I know I had a copy of this record back in the day, though I can’t remember exactly how it came to me.  My best guess is that it was being played on the radio and I got it because of its association with Plant and therefore the mighty Zeppelin.  That being said, I didn’t see it as just a novelty – I’ve been a big fan of “Sea of Love” for a long, long time ,and certainly know all the words by heart.  That wasn’t a real stretch for me though, even back in my rock/metal years, since “Thank You” off of Led Zeppelin II had always been one of my favorite Zeppelin songs, and there are certainly some similarities between the two.

Stylistically Volume One covers a bit of ground, from the R&B of “Sea of Love” to the up-tempo of Ray Charles “I Got a Woman” to the quasi doo-wap of “Young Boy Blues” to the rockabilly of “Rockin’ at Midnight.”  What these songs have in common is that all came from a simpler, less produced era of music, and all share their roots with rock.  Every facet of the record is excellent, from the crisp, true music to Plant’s voice, giving him the opportunity to do some things he’d never done before and showing a different side of his range.

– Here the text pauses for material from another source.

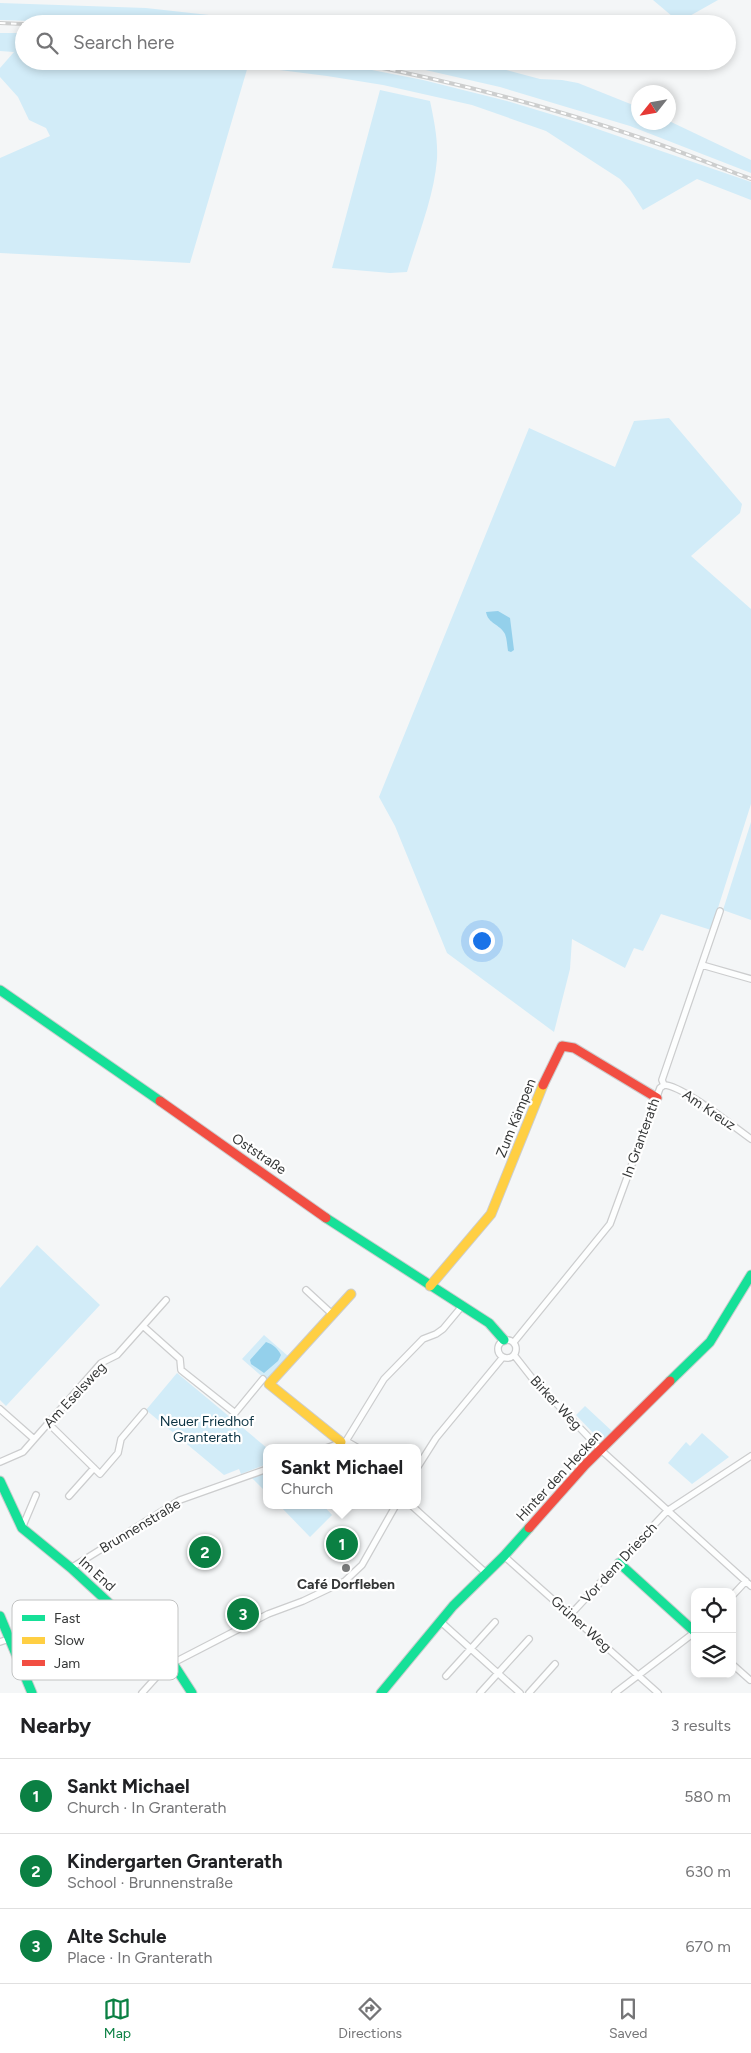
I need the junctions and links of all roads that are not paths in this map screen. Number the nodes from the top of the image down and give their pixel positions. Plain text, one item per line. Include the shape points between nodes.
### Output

It’s too bad we never got another Honeydrippers record.  The re-release did include a live version of “Rockin’ At Midnight” as a bonus track, and the band performed live a few times (most notably on Saturday Night Live), so there is some material out there that could conceivably be packaged at some point… hell, maybe we’ll even see another record someday. We can only hope.  But for now, check the dollar bins and pick yourself up a copy.